◆ To do
Below is a block of entries; repeat exactly the lines starting at the line that contains "middle mcp: (742, 620)" and ending at the line that contains "pinky tip: (776, 686)", both included.

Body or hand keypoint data
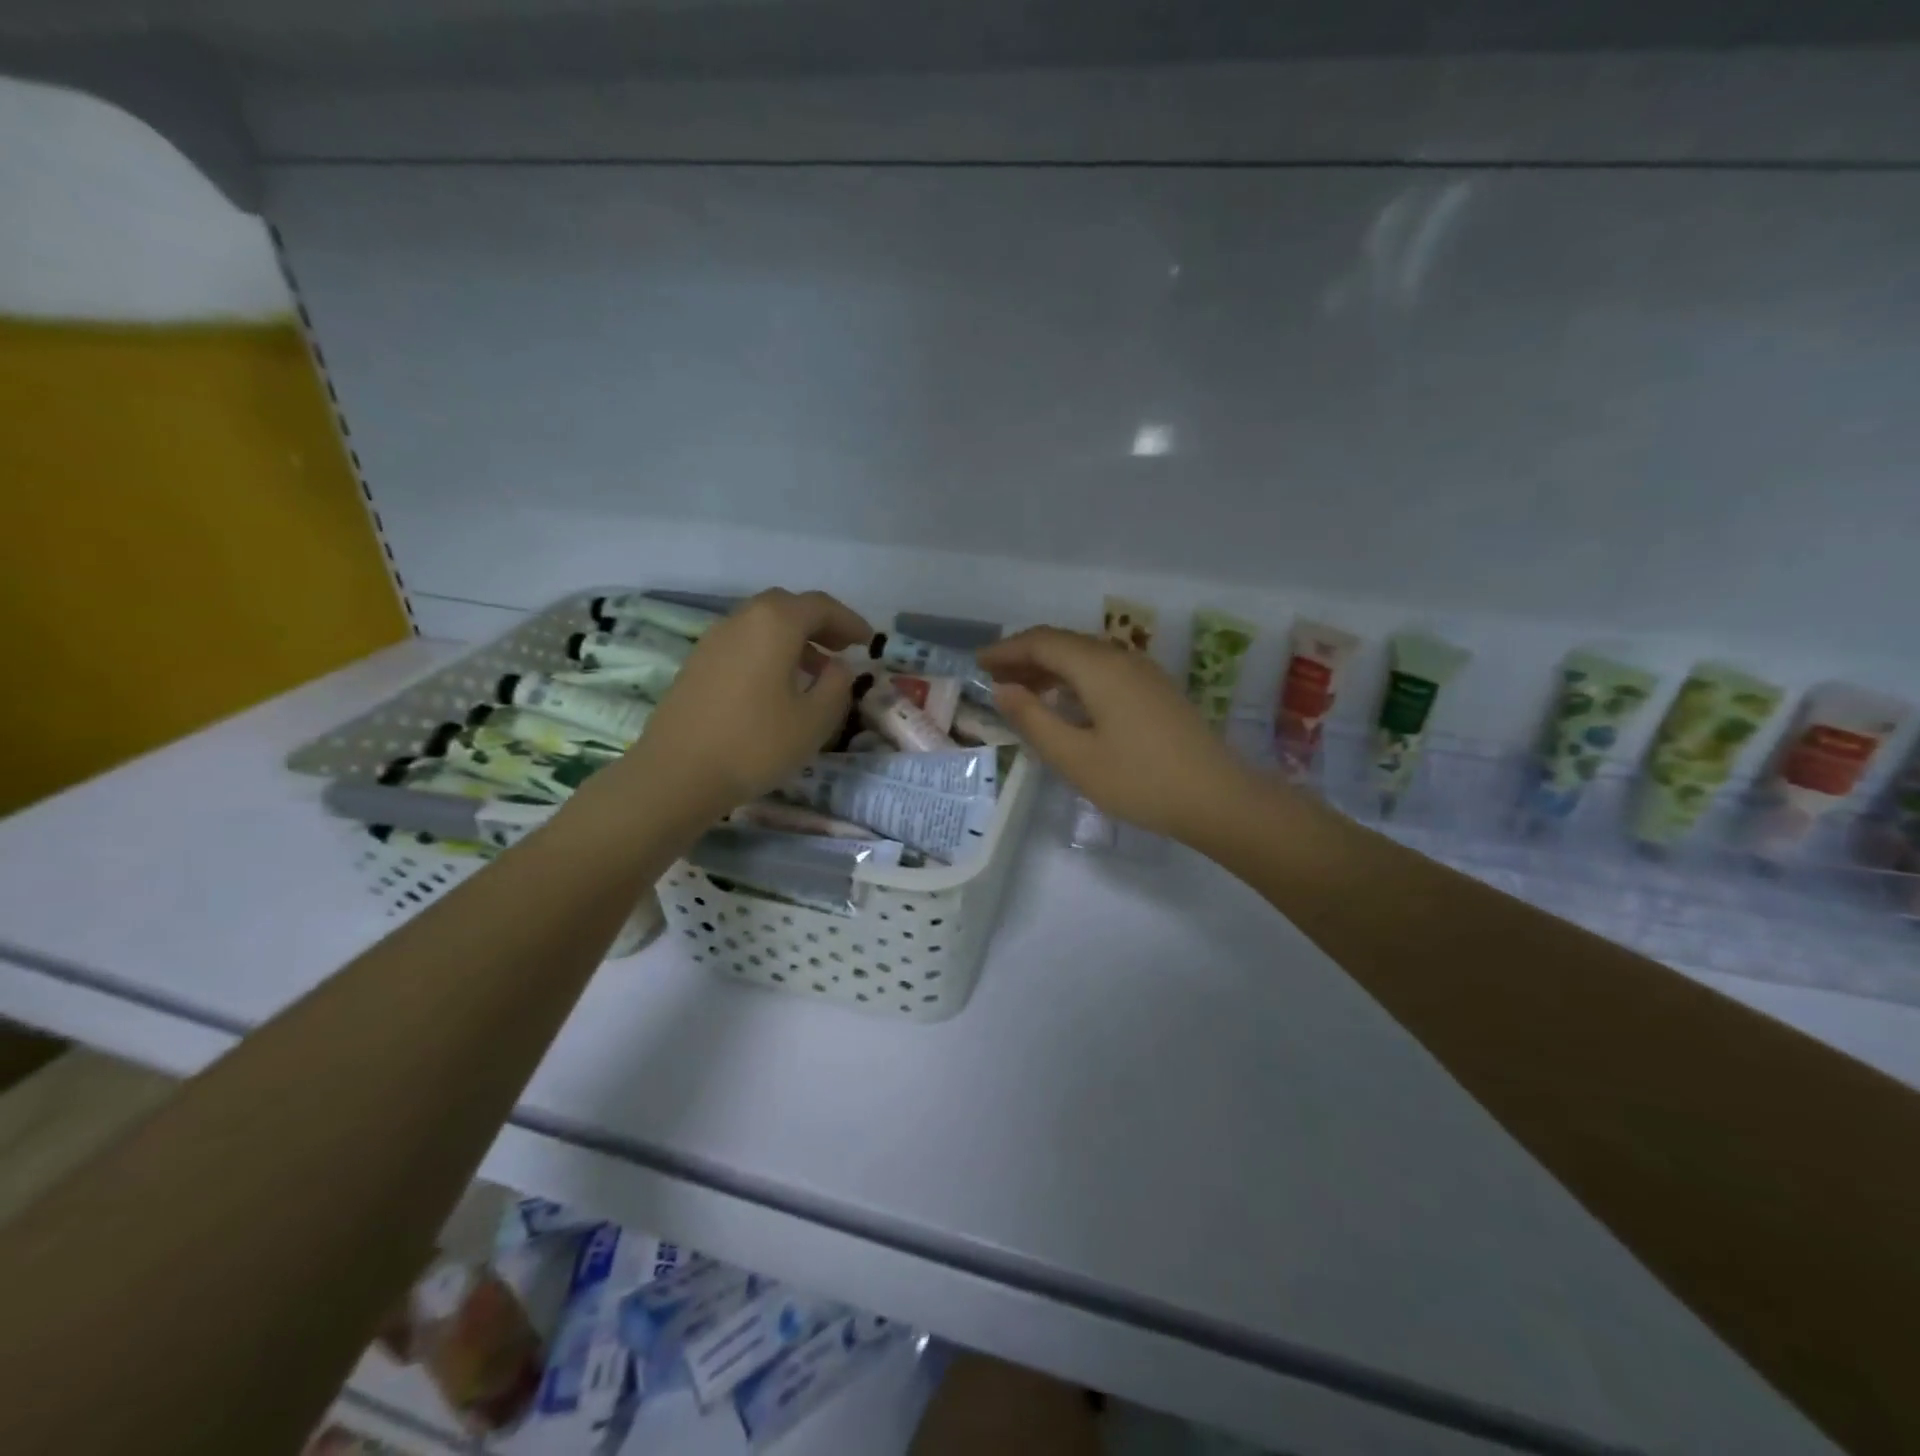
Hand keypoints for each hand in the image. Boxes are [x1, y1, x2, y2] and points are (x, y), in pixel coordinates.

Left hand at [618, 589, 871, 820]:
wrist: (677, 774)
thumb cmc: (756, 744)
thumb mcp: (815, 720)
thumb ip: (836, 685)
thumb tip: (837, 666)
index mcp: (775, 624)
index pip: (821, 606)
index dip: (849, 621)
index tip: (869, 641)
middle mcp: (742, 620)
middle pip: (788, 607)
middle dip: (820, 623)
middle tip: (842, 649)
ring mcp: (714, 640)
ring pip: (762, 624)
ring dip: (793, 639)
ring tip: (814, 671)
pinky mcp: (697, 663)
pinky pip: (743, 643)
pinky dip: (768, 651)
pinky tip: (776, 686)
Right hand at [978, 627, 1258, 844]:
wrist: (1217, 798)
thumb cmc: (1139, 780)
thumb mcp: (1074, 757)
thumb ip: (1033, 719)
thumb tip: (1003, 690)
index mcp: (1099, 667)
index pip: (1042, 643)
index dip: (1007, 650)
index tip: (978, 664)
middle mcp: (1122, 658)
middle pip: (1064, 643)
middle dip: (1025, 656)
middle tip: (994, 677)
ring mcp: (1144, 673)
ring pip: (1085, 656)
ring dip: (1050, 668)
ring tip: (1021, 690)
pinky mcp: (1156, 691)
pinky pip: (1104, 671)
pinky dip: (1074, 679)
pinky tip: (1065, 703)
---
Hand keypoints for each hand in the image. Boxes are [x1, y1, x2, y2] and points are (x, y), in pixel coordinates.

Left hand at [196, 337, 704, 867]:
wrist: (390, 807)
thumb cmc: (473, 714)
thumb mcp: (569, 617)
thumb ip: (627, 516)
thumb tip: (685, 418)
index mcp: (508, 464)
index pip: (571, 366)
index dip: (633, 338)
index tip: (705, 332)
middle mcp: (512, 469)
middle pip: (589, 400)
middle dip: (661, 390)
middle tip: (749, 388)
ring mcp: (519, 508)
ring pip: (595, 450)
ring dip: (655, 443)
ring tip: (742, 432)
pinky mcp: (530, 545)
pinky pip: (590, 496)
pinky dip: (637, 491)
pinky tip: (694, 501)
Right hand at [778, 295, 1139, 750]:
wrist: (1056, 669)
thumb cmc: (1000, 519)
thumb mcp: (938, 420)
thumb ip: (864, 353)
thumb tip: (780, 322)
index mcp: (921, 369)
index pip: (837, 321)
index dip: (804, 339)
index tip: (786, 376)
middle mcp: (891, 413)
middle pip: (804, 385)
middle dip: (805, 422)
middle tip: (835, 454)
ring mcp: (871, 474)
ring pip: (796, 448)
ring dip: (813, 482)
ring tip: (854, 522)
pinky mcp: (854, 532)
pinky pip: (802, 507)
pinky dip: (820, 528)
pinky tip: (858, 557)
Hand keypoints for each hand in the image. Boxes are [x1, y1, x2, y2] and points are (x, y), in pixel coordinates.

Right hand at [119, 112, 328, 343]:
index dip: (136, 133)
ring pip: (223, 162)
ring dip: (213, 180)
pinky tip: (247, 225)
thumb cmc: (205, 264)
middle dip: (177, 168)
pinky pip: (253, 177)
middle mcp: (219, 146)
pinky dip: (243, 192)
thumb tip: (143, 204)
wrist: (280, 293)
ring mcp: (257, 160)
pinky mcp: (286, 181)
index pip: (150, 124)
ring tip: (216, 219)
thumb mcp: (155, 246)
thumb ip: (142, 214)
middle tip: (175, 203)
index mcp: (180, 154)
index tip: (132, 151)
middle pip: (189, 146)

◆ Written answer
middle mcp: (742, 620)
middle pip: (788, 607)
middle dip: (820, 623)
middle tip: (842, 649)
ring mcp: (714, 640)
ring pip: (762, 624)
ring dip: (793, 639)
ring tip: (814, 671)
pinky mcp: (697, 663)
pinky pip: (743, 643)
pinky dip: (768, 651)
pinky tip: (776, 686)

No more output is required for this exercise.